Collected data entries:
┄┄┄┄┄┄
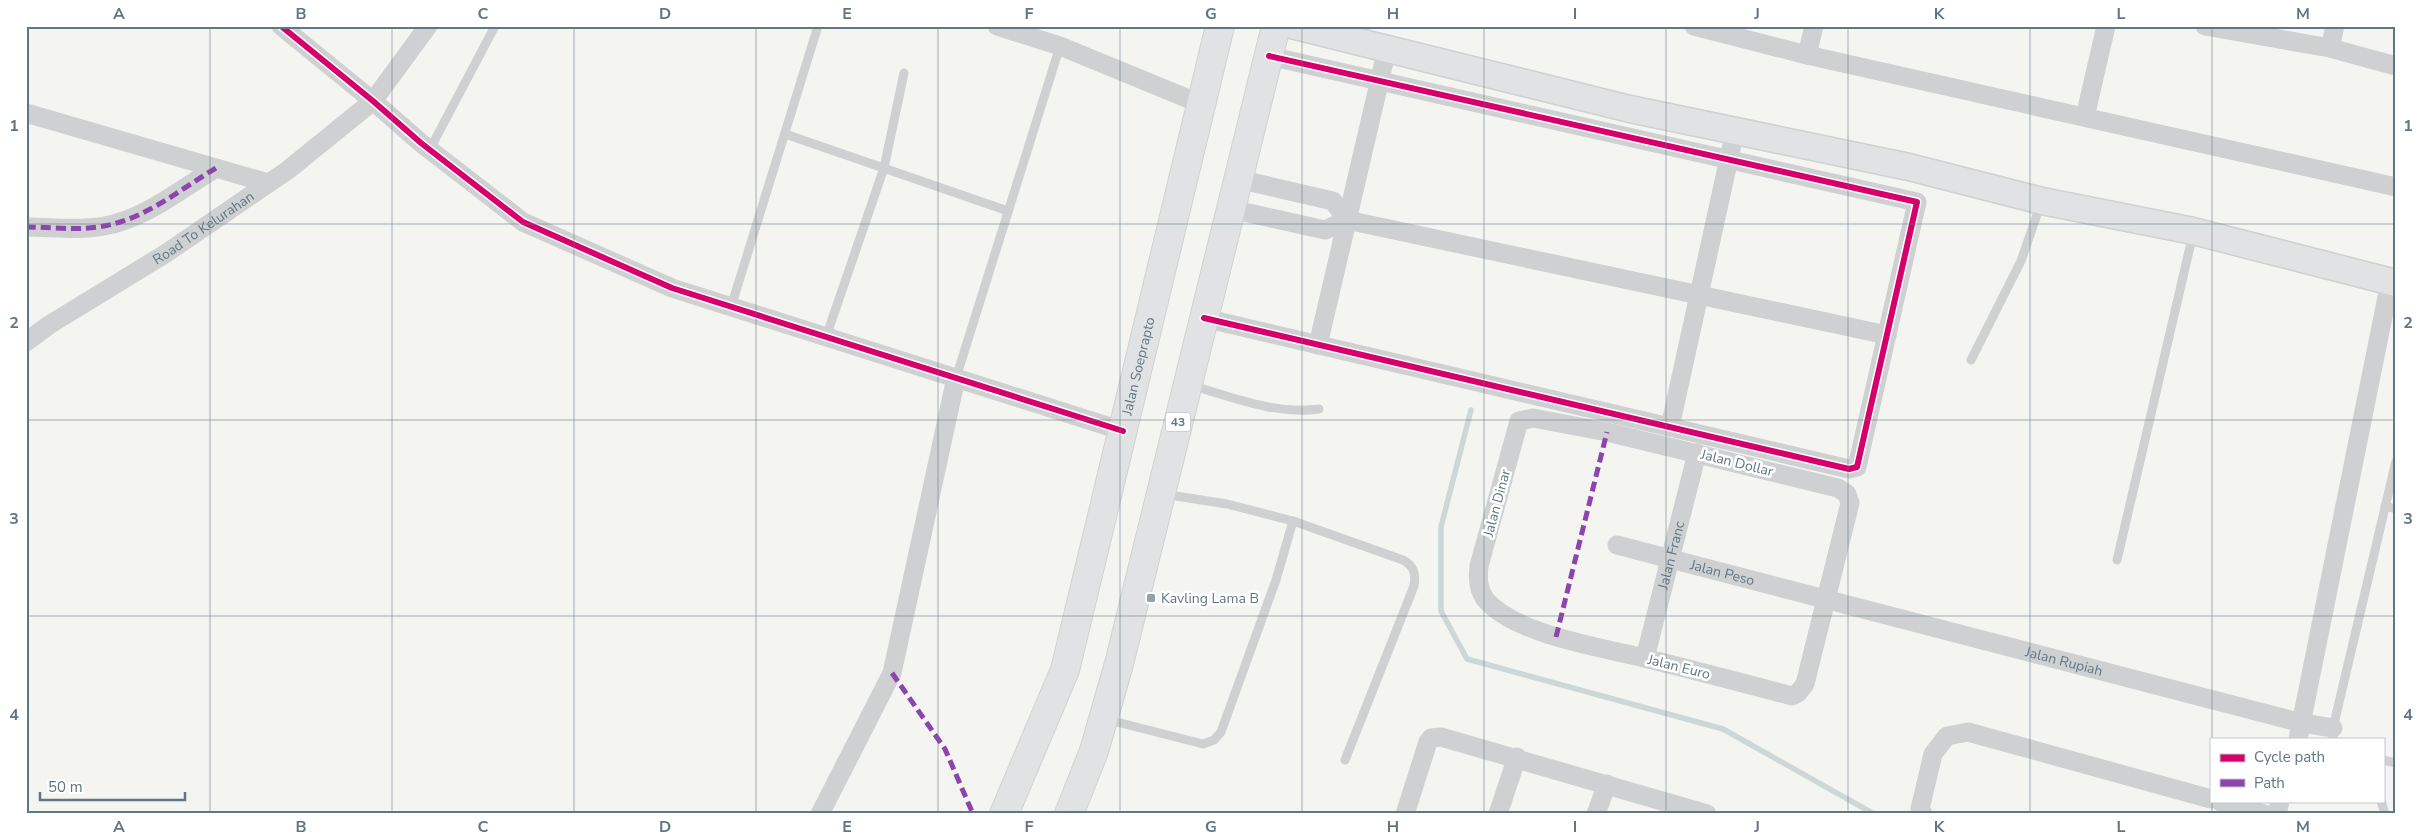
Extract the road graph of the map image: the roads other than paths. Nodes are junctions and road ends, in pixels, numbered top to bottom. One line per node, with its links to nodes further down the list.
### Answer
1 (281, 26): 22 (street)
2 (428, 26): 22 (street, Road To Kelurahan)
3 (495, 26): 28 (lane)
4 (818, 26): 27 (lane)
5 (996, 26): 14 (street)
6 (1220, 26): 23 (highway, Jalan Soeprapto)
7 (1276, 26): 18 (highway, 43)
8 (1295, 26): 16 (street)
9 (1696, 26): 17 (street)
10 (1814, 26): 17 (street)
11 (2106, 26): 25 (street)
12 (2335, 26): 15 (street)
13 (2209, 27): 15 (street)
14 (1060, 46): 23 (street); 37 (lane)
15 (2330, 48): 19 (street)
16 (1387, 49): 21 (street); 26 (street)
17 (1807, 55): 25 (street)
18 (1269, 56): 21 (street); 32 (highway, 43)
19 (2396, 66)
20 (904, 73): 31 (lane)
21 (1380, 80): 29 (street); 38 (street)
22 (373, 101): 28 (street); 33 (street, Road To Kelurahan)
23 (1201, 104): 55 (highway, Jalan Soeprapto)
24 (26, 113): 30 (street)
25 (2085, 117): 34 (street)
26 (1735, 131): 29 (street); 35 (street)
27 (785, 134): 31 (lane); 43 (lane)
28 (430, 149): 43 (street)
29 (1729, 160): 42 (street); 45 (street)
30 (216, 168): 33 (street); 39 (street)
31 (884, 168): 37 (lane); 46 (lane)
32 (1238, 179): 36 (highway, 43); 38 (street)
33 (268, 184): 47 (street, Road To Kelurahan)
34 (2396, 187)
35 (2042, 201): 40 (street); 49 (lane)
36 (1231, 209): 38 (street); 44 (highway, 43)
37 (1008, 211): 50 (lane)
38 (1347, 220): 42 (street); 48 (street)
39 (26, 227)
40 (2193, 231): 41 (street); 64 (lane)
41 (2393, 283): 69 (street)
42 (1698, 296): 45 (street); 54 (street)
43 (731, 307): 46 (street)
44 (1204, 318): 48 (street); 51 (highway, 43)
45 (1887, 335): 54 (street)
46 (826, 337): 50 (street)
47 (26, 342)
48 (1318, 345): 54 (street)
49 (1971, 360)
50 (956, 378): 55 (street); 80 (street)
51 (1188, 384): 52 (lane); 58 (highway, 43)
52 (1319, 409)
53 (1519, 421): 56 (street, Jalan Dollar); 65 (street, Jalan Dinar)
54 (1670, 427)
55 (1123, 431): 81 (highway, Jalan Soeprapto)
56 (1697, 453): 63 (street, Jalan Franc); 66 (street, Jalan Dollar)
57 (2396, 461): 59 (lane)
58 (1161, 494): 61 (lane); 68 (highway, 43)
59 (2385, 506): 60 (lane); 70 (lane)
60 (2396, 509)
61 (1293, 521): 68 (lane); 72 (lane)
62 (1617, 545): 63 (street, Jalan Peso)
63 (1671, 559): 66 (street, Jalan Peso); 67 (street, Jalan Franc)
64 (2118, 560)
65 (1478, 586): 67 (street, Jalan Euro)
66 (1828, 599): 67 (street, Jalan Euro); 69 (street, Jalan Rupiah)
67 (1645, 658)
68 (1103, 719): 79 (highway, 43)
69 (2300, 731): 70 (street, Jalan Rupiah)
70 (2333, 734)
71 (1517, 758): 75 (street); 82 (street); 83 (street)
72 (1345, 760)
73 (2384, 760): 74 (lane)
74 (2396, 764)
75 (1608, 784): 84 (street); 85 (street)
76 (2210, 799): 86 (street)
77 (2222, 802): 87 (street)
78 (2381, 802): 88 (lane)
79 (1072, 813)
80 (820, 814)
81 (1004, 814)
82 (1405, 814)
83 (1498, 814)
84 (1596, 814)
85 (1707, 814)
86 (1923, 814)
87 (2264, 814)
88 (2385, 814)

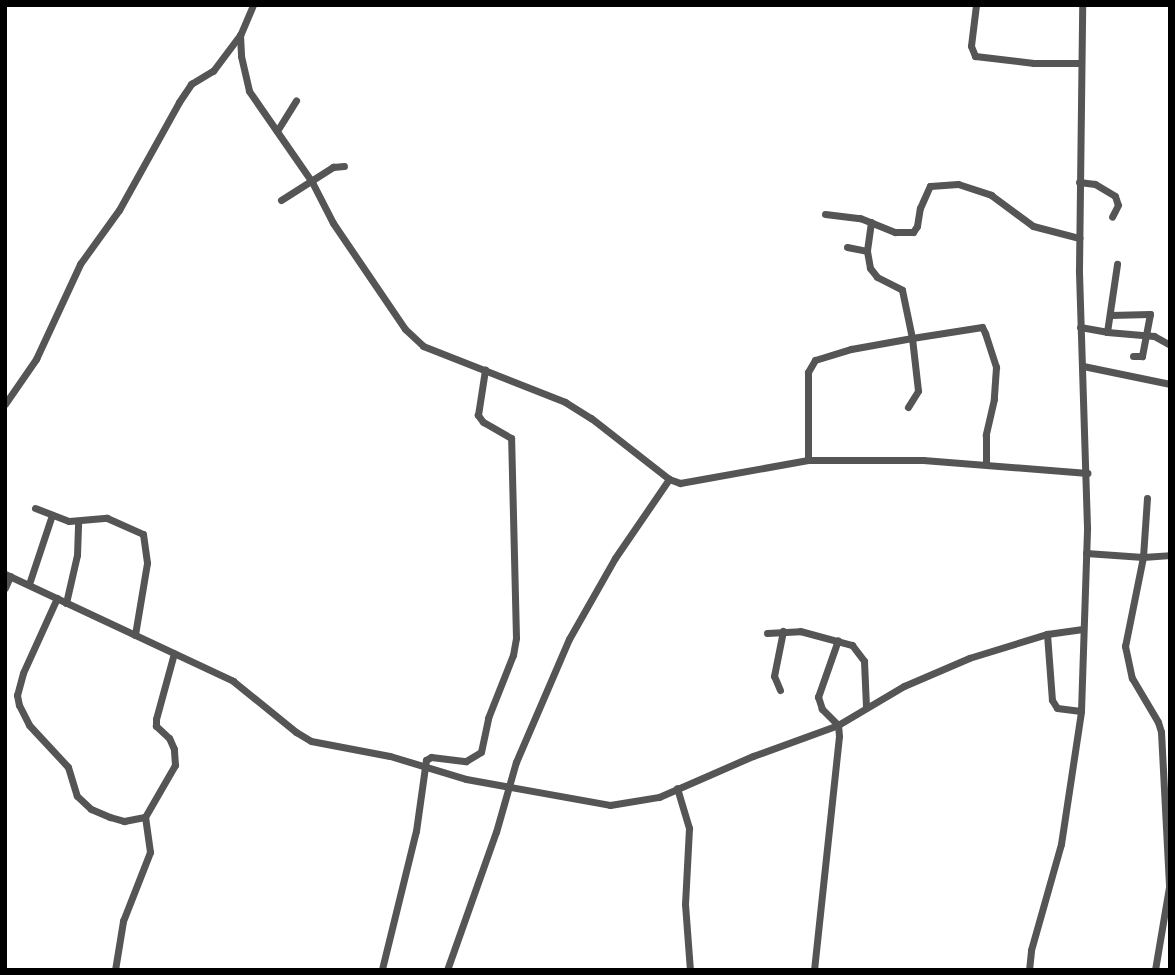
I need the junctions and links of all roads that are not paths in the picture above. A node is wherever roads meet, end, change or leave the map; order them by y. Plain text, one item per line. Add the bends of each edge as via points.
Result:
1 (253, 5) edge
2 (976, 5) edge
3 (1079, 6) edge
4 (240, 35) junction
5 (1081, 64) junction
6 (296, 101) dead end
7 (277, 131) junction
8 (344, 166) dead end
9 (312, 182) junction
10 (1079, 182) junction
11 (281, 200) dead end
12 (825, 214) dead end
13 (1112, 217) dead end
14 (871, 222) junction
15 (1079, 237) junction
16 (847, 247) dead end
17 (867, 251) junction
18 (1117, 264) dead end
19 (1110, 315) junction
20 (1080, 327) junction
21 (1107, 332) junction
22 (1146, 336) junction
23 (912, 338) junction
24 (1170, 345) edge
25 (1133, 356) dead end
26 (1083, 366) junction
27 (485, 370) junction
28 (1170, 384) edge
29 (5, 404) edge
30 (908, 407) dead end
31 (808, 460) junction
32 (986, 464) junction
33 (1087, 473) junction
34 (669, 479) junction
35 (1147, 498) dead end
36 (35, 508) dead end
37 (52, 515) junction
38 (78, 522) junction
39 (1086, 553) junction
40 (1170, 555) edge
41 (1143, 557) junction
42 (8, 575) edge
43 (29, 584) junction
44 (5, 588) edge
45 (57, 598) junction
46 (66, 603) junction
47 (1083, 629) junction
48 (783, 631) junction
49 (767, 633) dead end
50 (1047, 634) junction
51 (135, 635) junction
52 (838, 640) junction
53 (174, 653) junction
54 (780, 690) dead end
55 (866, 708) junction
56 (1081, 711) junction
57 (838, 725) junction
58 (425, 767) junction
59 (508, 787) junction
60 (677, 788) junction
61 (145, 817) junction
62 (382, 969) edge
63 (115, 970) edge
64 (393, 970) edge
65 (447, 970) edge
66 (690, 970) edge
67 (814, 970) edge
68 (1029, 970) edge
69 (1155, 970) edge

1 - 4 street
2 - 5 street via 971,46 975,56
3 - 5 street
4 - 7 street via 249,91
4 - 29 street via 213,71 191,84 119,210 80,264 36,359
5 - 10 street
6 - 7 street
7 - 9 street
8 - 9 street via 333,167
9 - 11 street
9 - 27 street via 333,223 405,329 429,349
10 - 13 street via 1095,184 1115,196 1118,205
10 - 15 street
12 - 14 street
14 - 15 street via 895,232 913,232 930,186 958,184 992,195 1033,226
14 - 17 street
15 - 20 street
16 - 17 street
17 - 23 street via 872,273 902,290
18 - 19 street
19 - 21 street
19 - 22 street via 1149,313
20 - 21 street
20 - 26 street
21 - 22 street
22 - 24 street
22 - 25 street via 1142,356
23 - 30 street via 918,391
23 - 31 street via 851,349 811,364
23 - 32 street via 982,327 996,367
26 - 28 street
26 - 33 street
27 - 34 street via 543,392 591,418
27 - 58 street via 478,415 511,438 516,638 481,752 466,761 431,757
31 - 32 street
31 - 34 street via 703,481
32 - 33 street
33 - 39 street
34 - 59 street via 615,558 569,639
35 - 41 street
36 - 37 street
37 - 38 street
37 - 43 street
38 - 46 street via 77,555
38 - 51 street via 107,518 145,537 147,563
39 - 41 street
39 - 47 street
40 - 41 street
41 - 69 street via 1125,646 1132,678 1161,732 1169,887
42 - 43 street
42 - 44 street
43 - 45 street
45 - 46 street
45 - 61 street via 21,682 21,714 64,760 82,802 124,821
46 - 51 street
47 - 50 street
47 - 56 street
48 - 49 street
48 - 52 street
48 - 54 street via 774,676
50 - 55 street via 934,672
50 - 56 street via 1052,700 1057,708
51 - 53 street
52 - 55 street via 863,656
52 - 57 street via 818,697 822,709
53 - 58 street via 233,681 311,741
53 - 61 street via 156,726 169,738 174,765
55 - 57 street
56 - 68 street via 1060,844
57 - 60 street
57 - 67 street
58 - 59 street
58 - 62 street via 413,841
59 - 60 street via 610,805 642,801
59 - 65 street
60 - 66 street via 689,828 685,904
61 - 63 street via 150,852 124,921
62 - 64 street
┄┄┄┄┄┄
▶ WORK TO COMPLETE: Say how many lines above include "Dollar". The number alone is the answer.

▶ THE ANSWER: 2